L’Italia ha l’ambizione di collocarsi tra le Nazioni in grado di sostenere quel salto necessario per colmare il gap tecnologico tra l’Europa e le maggiori potenze oltreoceano.
Un ambizioso obiettivo che richiede necessariamente adeguati investimenti. La Francia stanzia annualmente nella difesa quasi il doppio dell’Italia, la Germania ha recentemente destinato 100 miliardi di Euro alla Difesa per tornare ad essere Nazione leader in questo campo. L’Italia non ha ancora raggiunto pari livello di investimento e dovrà farlo se intende essere competitiva.

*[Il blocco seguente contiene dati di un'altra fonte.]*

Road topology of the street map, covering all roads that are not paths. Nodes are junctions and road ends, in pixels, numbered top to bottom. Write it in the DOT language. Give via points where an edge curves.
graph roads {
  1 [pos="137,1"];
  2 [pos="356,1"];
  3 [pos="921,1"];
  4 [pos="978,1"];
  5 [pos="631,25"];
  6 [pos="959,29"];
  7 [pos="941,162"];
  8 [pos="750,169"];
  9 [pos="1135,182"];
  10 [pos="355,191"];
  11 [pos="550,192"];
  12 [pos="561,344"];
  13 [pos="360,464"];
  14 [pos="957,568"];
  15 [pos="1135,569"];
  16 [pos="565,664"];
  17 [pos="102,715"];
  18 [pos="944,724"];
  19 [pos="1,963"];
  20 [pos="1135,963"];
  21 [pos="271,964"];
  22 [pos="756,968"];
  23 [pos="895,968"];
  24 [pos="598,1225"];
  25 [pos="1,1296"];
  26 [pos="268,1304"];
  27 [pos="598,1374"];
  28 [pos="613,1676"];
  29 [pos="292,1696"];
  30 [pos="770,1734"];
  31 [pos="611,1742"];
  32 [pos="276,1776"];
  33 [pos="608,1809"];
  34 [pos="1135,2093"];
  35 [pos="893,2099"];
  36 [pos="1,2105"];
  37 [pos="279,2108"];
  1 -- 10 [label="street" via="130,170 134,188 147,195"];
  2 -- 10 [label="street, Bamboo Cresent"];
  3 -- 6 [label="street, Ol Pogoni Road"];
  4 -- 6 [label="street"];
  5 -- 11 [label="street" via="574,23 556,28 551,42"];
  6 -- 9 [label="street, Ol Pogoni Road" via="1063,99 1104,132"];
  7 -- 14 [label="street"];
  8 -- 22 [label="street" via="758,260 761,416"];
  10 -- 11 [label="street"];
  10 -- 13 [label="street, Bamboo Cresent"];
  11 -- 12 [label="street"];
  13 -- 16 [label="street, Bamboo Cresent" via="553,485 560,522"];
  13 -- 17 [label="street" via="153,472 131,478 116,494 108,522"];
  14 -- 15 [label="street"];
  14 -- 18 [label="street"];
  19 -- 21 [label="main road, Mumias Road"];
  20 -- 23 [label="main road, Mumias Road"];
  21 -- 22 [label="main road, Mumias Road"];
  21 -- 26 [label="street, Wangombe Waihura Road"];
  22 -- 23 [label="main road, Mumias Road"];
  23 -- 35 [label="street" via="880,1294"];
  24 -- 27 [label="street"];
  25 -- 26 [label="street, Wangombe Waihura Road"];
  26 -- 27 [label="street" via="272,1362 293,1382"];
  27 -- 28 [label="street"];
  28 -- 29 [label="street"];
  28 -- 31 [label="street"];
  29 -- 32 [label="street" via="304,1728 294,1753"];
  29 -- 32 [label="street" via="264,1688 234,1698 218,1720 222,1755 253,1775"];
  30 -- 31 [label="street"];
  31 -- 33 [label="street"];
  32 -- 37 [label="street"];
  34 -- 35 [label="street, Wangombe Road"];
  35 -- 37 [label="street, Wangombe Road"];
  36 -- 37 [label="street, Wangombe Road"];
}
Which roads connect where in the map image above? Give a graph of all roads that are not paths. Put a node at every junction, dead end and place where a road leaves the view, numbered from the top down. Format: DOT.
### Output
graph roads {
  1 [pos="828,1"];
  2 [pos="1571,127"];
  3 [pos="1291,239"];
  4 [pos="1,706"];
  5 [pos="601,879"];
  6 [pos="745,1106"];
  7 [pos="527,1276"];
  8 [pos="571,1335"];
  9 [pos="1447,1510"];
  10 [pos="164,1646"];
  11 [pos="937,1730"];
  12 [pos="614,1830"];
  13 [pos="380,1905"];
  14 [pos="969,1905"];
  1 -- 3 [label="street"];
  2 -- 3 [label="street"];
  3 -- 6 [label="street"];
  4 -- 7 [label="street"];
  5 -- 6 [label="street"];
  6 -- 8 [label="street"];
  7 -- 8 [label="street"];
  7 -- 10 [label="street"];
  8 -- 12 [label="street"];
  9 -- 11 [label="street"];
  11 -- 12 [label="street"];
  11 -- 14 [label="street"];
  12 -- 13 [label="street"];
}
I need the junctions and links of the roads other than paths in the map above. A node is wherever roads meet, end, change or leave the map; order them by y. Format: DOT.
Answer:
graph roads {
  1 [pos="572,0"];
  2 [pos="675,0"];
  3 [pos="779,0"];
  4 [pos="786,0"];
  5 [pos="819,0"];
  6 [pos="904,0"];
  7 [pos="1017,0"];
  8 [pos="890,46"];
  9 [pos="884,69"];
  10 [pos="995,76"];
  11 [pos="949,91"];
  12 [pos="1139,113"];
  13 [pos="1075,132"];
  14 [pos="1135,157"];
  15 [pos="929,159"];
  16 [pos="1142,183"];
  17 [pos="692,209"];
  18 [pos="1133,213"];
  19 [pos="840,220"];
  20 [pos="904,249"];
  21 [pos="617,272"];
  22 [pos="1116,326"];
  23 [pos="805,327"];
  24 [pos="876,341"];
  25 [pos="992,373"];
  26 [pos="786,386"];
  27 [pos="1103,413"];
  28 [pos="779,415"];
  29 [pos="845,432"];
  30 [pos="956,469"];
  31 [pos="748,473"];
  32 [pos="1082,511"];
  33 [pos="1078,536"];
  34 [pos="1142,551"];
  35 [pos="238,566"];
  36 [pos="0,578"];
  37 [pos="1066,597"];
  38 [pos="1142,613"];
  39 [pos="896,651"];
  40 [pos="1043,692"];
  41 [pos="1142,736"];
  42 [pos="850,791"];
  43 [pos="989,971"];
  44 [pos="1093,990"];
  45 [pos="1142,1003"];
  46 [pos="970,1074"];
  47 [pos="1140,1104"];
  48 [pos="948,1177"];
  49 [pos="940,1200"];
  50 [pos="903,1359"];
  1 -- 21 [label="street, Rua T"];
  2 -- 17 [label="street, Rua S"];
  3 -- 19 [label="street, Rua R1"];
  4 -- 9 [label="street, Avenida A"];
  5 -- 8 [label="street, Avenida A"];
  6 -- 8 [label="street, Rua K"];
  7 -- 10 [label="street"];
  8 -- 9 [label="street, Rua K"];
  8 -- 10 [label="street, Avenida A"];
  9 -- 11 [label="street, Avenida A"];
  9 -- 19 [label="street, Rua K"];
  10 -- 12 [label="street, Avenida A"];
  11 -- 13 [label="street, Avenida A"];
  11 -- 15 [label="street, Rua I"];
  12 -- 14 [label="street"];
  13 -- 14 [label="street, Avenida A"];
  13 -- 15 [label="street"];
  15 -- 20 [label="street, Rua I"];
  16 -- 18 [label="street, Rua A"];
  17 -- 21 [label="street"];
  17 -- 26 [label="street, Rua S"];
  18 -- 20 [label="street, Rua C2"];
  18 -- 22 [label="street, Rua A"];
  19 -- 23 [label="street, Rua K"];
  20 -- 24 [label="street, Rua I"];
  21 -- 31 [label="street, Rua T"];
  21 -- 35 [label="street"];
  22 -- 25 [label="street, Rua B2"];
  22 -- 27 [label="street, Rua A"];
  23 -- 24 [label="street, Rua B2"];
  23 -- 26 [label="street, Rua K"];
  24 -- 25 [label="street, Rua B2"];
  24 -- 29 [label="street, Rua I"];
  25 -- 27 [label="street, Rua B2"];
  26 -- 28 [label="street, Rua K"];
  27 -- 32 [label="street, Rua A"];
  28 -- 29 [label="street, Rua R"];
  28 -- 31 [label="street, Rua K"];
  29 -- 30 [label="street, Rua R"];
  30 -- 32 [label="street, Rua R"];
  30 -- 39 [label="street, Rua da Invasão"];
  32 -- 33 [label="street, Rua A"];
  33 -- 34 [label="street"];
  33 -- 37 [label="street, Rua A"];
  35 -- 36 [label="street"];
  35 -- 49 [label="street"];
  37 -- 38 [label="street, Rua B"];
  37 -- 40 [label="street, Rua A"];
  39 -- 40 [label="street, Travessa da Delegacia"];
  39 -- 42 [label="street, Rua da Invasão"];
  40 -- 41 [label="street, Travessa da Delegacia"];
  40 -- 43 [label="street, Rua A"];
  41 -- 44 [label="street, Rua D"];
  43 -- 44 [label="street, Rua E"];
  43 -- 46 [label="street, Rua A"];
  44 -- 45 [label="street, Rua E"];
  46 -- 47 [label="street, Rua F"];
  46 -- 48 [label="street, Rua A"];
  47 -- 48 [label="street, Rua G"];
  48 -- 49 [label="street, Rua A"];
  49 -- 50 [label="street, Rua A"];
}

E’ opportuno rammentare che una Industria della Difesa competitiva garantisce alla Nazione un ruolo importante sia nella cooperazione che nell’esportazione.
Non ultimo, è opportuno evidenziare che gli investimenti nella ricerca contribuiscono ad aumentare il capitale tecnologico che si riverbera anche in settori prettamente civili.
La spesa militare ha dunque un ritorno in termini know-how scientifico che arricchisce l’intera comunità, in quanto i sistemi d’arma sono l’espressione delle più avanzate soluzioni tecnologiche che possono trovare efficaci applicazioni anche nel settore civile, con conseguente ritorno a favore di tutta la popolazione”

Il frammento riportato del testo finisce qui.